[WORK TASK] A word-for-word repeat of the records below is what this calls for.

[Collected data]
Start of Block
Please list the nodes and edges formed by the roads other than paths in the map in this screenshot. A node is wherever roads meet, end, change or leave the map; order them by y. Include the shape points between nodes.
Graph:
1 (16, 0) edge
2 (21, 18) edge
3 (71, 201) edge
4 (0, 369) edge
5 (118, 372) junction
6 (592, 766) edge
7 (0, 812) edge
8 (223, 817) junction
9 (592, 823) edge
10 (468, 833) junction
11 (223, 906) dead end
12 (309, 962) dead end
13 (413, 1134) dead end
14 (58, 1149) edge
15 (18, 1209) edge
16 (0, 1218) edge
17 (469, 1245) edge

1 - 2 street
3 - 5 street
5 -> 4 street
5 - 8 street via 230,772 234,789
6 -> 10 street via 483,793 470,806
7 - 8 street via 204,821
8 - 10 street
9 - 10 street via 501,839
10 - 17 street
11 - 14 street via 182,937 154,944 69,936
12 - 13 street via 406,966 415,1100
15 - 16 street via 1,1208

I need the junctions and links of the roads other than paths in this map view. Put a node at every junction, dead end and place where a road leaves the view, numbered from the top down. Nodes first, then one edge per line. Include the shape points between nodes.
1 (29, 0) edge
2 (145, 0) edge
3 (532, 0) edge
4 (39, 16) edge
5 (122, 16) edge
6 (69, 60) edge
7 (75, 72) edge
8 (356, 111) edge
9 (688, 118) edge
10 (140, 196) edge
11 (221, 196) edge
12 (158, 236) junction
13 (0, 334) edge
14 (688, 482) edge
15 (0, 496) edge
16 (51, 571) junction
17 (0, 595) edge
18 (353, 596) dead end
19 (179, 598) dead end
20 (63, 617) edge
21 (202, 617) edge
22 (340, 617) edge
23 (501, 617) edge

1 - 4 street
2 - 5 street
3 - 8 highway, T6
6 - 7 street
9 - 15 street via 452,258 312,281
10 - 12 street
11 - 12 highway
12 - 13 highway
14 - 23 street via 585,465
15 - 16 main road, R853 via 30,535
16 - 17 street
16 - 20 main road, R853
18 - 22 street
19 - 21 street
End of Block
[RESPONSE]
Please list the nodes and edges formed by the roads other than paths in the map in this screenshot. A node is wherever roads meet, end, change or leave the map; order them by y. Include the shape points between nodes.
Graph:
1 (16, 0) edge
2 (21, 18) edge
3 (71, 201) edge
4 (0, 369) edge
5 (118, 372) junction
6 (592, 766) edge
7 (0, 812) edge
8 (223, 817) junction
9 (592, 823) edge
10 (468, 833) junction
11 (223, 906) dead end
12 (309, 962) dead end
13 (413, 1134) dead end
14 (58, 1149) edge
15 (18, 1209) edge
16 (0, 1218) edge
17 (469, 1245) edge

1 - 2 street
3 - 5 street
5 -> 4 street
5 - 8 street via 230,772 234,789
6 -> 10 street via 483,793 470,806
7 - 8 street via 204,821
8 - 10 street
9 - 10 street via 501,839
10 - 17 street
11 - 14 street via 182,937 154,944 69,936
12 - 13 street via 406,966 415,1100
15 - 16 street via 1,1208

I need the junctions and links of the roads other than paths in this map view. Put a node at every junction, dead end and place where a road leaves the view, numbered from the top down. Nodes first, then one edge per line. Include the shape points between nodes.
1 (29, 0) edge
2 (145, 0) edge
3 (532, 0) edge
4 (39, 16) edge
5 (122, 16) edge
6 (69, 60) edge
7 (75, 72) edge
8 (356, 111) edge
9 (688, 118) edge
10 (140, 196) edge
11 (221, 196) edge
12 (158, 236) junction
13 (0, 334) edge
14 (688, 482) edge
15 (0, 496) edge
16 (51, 571) junction
17 (0, 595) edge
18 (353, 596) dead end
19 (179, 598) dead end
20 (63, 617) edge
21 (202, 617) edge
22 (340, 617) edge
23 (501, 617) edge

1 - 4 street
2 - 5 street
3 - 8 highway, T6
6 - 7 street
9 - 15 street via 452,258 312,281
10 - 12 street
11 - 12 highway
12 - 13 highway
14 - 23 street via 585,465
15 - 16 main road, R853 via 30,535
16 - 17 street
16 - 20 main road, R853
18 - 22 street
19 - 21 street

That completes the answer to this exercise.